From childhood on, Michael Martin has wanted to be an attorney.
Now, as this first-generation college student prepares to cross the commencement stage at E.J. Thomas Performing Arts Hall, he is closer than ever to achieving that goal and realizing a future filled with options.
On Saturday, May 11, the Honors College student will receive a B.S. in Political Science/Criminal Justice, summa cum laude at the 10 a.m. commencement ceremony, at which he has been chosen to speak on behalf of the Spring 2013 Class as the student responder.
Martin's path to UA was not a traditional one.
The Detroit native is the youngest of four children who relocated to Akron with their mother after a series of hardships. Despite his career ambitions, college just wasn't a possibility after Martin graduated from Buchtel High School. Instead, he worked at a variety of jobs and even started his own cleaning business. But he continued to hit what he describes as 'brick walls' that fueled his frustration.
In August 2009, he chose a new direction, becoming a student at UA, where he knew no one and was not at all sure he belonged, especially in his first days on campus.
"I realized that I had gotten myself into something that I had never seen before," recalls Martin. "That something was the ultimate path to success. So I refused to give up, because in order to get to it, you have to go through it."
Martin's hard work and perseverance earned him a place in the Honors College as he pursued a dual major in political science/criminal justice, along with minors in criminal justice technology - law enforcement, conflict management and sociology. The 2012-2013 recipient of The Rev. Dr. Thaddeus A. Garrett Jr. Scholarship, Martin also is a member of Alpha Sigma Lambda, Golden Key International Society Honour Society, The National Society of Collegiate Scholars and Pi Sigma Alpha.
Another door opened for Martin when Coleen Curry, director of Academic Achievement Programs, hired him as a student assistant to work with potential first-generation and low-income high school students. For his work, Martin was awarded a Certificate of Appreciation from the Upward Bound Classic Program.
As he mentored the younger students, Martin found his own mentors. Among them, Lee Gill, UA's associate vice president for inclusion and equity/chief diversity officer, and State Rep. Vernon Sykes, with whom Martin served an internship through the Bliss Institute of Applied Politics.
While an intern with Sykes, Martin worked on H.B. 524, designed to reduce recidivism by increasing employment opportunities for individuals with criminal records. That experience served him well in a second internship, this one with the Ohio Department of Rehabilitation and Correction. During his time there, Martin helped to assess prisoners to determine the supervision level they would require while on parole.

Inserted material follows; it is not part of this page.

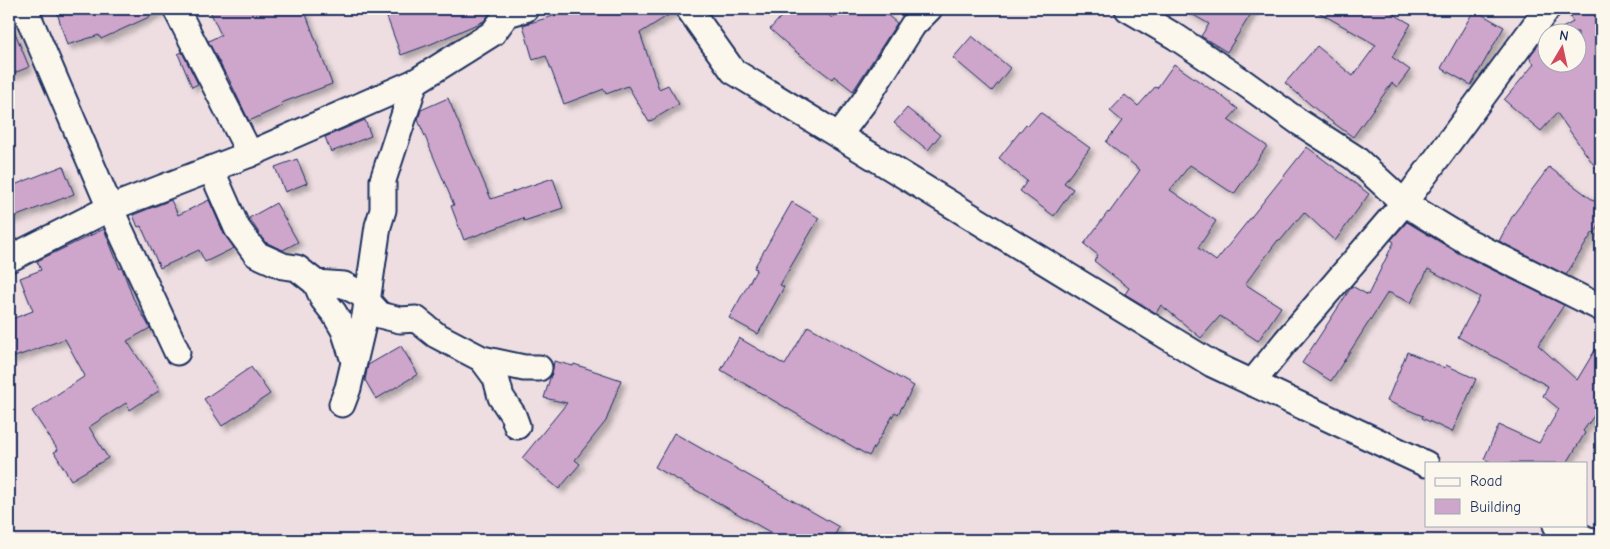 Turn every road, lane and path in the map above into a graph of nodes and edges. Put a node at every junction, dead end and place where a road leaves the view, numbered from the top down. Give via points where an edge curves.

The opportunities provided through his Akron Experience have only strengthened Martin's resolve to pursue a career as a criminal defense attorney and, perhaps, to one day become a legislator himself.
"I want to fight for equal justice and equal opportunity for everyone, regardless of their race, sex or socio-economic status under the law," says Martin.
But the young man who once found only brick walls, now sees a future with possibilities.
"I’ve been offered a graduate assistantship here in the Department of Political Science," says Martin with a smile. "Law school is still my first choice, so I have options."